Models of epidemic dynamics in the form of systems of differential equations of the type SIR and its generalizations, for example SEIR and SIRS, have become widespread in epidemiology. Their coefficients are averages of some epidemic indicators, for example the time when a person is contagious. Statistical data about spreading of the epidemic are known in discrete periods of time, for example twenty-four hours. Therefore, adjustment of the differential equations system under such data comes across cleanly calculable difficulties. They can be avoided, initially to build a model in discrete time as a system of difference equations. Such initial consideration allows, as it shown in the article, to get a general model. On its basis, the models of development of epidemics can be built taking into account their specific. There is another way to obtain a model in discrete time.
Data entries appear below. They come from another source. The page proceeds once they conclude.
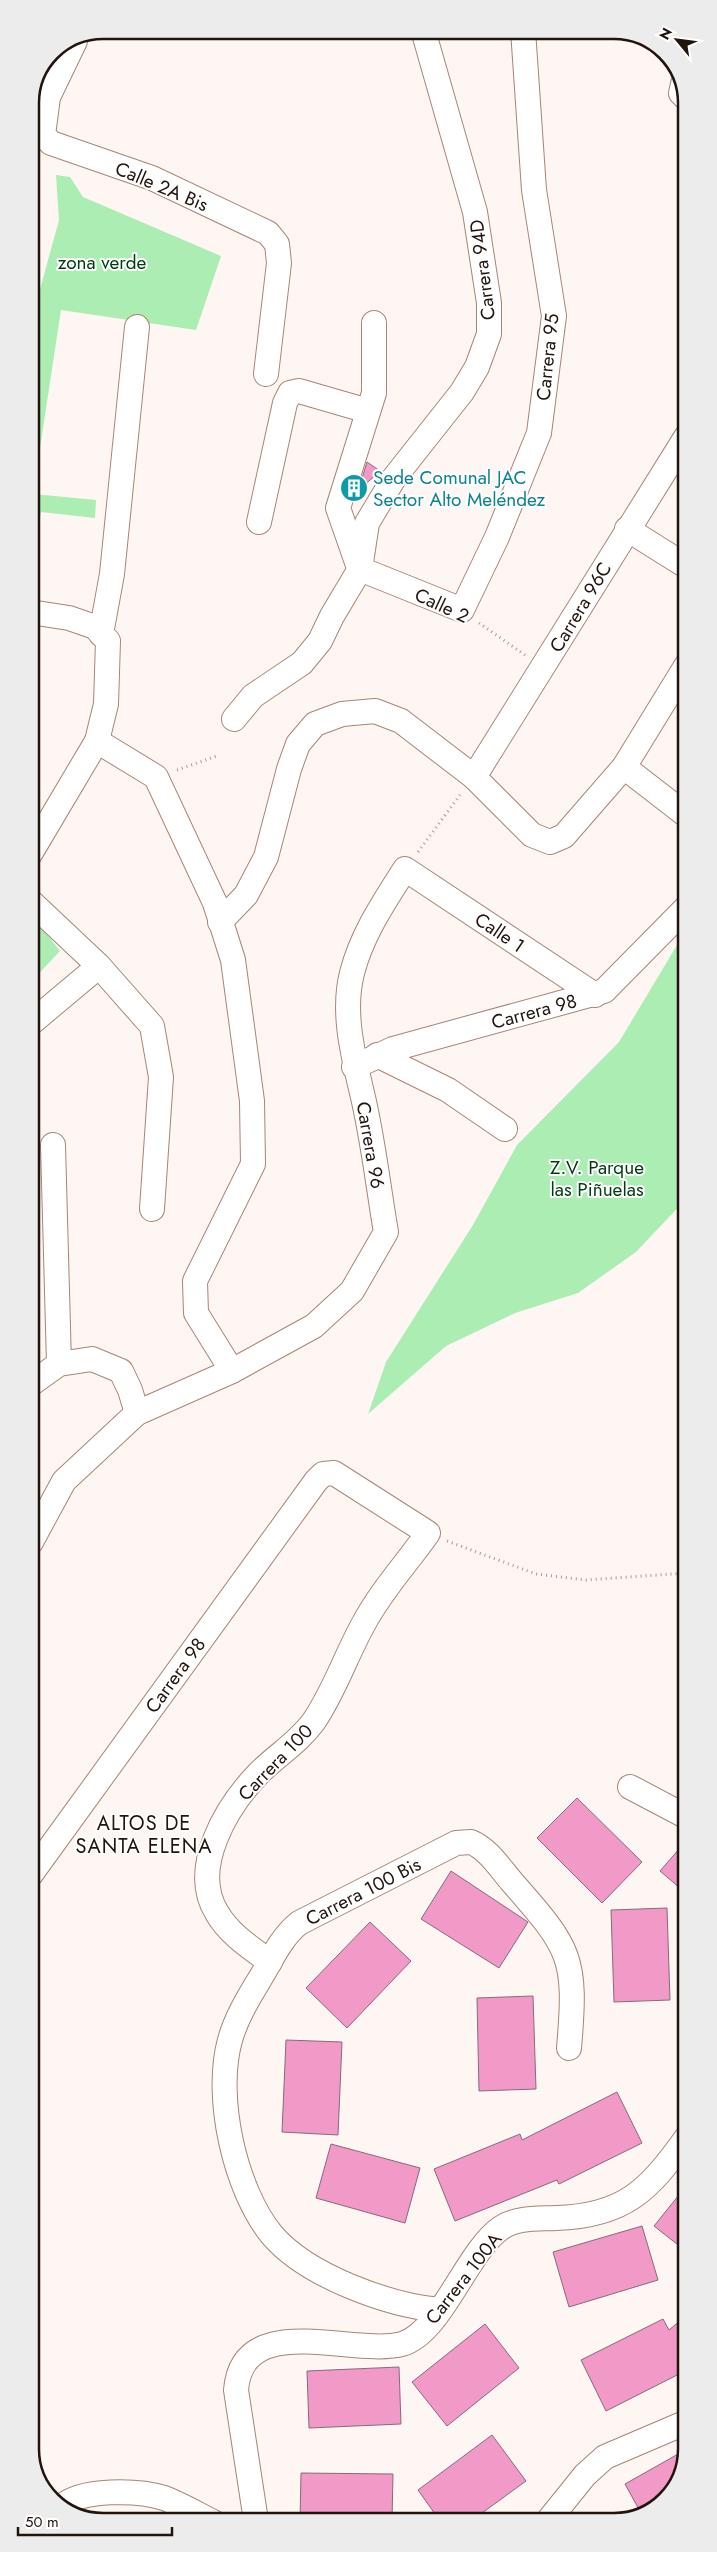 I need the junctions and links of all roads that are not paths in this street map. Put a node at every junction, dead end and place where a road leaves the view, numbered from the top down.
1 (426, 39) edge
2 (524, 39) edge
3 (72, 47) edge
4 (374, 323) dead end
5 (136, 327) dead end
6 (266, 374) dead end
7 (368, 411) junction
8 (678, 449) edge
9 (259, 522) dead end
10 (627, 529) junction
11 (678, 561) edge
12 (360, 569) junction
13 (462, 610) joint
14 (39, 613) edge
15 (98, 630) junction
16 (678, 677) edge
17 (234, 719) dead end
18 (96, 740) junction
19 (624, 767) junction
20 (474, 777) junction
21 (678, 808) edge
22 (39, 838) edge
23 (406, 868) joint
24 (39, 909) edge
25 (678, 916) edge
26 (220, 922) junction
27 (99, 966) junction
28 (595, 995) junction
29 (39, 1016) edge
30 (377, 1055) junction
31 (354, 1068) junction
32 (505, 1129) dead end
33 (53, 1145) dead end
34 (152, 1209) dead end
35 (59, 1364) junction
36 (232, 1371) junction
37 (39, 1378) edge
38 (137, 1413) junction
39 (39, 1527) edge
40 (428, 1534) joint
41 (630, 1787) dead end
42 (678, 1812) edge
43 (39, 1863) edge
44 (270, 1962) junction
45 (569, 2048) dead end
46 (678, 2148) edge
47 (439, 2310) junction
48 (678, 2426) edge
49 (69, 2503) edge
50 (194, 2513) edge
51 (255, 2513) edge
52 (554, 2513) edge

1 - 12 street, Carrera 94D
2 - 13 street, Carrera 95
3 - 6 street, Calle 2A Bis
4 - 7 street
5 - 15 street
7 - 9 street
7 - 12 street
8 - 10 street, Carrera 96C
10 - 11 street
10 - 20 street, Carrera 96C
12 - 13 street, Calle 2
12 - 17 street
14 - 15 street
15 - 18 street
16 - 19 street
18 - 22 street
18 - 26 street
19 - 20 street
19 - 21 street
20 - 26 street
23 - 28 street, Calle 1
23 - 31 street, Carrera 96
24 - 27 street
25 - 28 street, Carrera 98
26 - 36 street
27 - 29 street
27 - 34 street
28 - 30 street, Carrera 98
30 - 31 street, Carrera 98
30 - 32 street
31 - 36 street, Carrera 96
33 - 35 street
35 - 37 street
35 - 38 street
36 - 38 street, Carrera 96
38 - 39 street, Carrera 96
40 - 43 street, Carrera 98
40 - 44 street, Carrera 100
41 - 42 street
44 - 45 street, Carrera 100 Bis
44 - 47 street, Carrera 100 Bis
46 - 47 street, Carrera 100A
47 - 51 street, Carrera 100A
48 - 52 street
49 - 50 street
It consists in discretizing the original model in continuous time. The model obtained in this way is inaccurate, and it is only an approximation to the original one, which makes it possible to simplify calculations and increase the stability of the calculation process. This model is inappropriate, for example, for fitting the model to statistical data. Another argument against the use of systems of differential equations is that the coefficients of such a model may not be the same during a day. For example, the number of contacts of an infected person with susceptible people during a day differs from that at night. However, there is no such difference for daily data. It is possible depending on the day of the week.